→ **Exercise instructions**: Among the records below, find each line that includes the string "thumb" and copy it.

→ **Records supplied**:
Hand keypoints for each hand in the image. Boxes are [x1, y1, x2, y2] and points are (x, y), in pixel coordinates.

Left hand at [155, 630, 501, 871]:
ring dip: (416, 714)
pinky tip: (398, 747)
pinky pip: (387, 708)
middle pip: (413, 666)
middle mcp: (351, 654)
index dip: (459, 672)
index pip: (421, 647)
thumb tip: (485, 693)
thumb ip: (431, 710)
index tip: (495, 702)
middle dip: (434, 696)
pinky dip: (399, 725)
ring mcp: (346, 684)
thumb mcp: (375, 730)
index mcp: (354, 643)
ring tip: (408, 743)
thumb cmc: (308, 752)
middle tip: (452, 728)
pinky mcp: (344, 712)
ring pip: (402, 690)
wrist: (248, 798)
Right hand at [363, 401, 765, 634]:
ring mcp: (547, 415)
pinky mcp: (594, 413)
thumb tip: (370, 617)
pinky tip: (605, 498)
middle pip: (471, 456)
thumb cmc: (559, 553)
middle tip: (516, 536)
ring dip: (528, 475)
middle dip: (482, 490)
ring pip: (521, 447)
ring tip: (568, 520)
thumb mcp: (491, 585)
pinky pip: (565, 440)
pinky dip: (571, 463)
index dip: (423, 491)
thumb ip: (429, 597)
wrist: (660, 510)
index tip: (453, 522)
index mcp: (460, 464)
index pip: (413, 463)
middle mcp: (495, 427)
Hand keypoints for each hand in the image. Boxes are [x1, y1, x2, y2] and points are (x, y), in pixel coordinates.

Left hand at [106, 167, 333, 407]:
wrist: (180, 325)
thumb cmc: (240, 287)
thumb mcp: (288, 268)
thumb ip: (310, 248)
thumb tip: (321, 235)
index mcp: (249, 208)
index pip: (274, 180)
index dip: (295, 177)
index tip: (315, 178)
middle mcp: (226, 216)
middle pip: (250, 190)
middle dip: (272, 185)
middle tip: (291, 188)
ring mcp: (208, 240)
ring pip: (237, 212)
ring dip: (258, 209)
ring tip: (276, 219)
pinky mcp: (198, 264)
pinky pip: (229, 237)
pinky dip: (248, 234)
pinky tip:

→ **Task output**:
thumb tip: (485, 693)
thumb ip: (431, 710)
thumb mcp: (375, 730)
thumb cmc: (308, 752)
thumb tip: (370, 617)
thumb cmc: (559, 553)
thumb mcp: (491, 585)
thumb ip: (429, 597)
thumb cmc: (240, 287)
thumb mcp: (288, 268)
thumb ip: (310, 248)
thumb tip: (321, 235)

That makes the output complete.